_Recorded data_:
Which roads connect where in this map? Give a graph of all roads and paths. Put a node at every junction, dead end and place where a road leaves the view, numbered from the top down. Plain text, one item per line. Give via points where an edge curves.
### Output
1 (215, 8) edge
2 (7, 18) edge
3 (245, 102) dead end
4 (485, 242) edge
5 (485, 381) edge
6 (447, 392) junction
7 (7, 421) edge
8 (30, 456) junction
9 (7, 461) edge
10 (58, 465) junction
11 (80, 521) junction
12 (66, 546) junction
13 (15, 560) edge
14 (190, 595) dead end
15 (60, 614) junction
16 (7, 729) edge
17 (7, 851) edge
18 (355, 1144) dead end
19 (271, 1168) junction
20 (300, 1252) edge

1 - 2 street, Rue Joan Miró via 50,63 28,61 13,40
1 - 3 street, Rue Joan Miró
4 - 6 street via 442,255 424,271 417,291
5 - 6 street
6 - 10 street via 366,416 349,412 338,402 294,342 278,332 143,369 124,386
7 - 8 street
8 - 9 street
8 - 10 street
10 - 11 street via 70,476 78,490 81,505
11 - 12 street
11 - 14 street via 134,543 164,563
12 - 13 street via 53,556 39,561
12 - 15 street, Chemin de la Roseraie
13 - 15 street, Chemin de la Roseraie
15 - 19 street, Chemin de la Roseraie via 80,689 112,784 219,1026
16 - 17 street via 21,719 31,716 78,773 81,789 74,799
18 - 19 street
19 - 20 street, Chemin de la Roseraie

_What this task involves_:
Retype all of the data shown above, word for word.

_Result below_:
Which roads connect where in this map? Give a graph of all roads and paths. Put a node at every junction, dead end and place where a road leaves the view, numbered from the top down. Plain text, one item per line. Give via points where an edge curves.
### Output
1 (215, 8) edge
2 (7, 18) edge
3 (245, 102) dead end
4 (485, 242) edge
5 (485, 381) edge
6 (447, 392) junction
7 (7, 421) edge
8 (30, 456) junction
9 (7, 461) edge
10 (58, 465) junction
11 (80, 521) junction
12 (66, 546) junction
13 (15, 560) edge
14 (190, 595) dead end
15 (60, 614) junction
16 (7, 729) edge
17 (7, 851) edge
18 (355, 1144) dead end
19 (271, 1168) junction
20 (300, 1252) edge

1 - 2 street, Rue Joan Miró via 50,63 28,61 13,40
1 - 3 street, Rue Joan Miró
4 - 6 street via 442,255 424,271 417,291
5 - 6 street
6 - 10 street via 366,416 349,412 338,402 294,342 278,332 143,369 124,386
7 - 8 street
8 - 9 street
8 - 10 street
10 - 11 street via 70,476 78,490 81,505
11 - 12 street
11 - 14 street via 134,543 164,563
12 - 13 street via 53,556 39,561
12 - 15 street, Chemin de la Roseraie
13 - 15 street, Chemin de la Roseraie
15 - 19 street, Chemin de la Roseraie via 80,689 112,784 219,1026
16 - 17 street via 21,719 31,716 78,773 81,789 74,799
18 - 19 street
19 - 20 street, Chemin de la Roseraie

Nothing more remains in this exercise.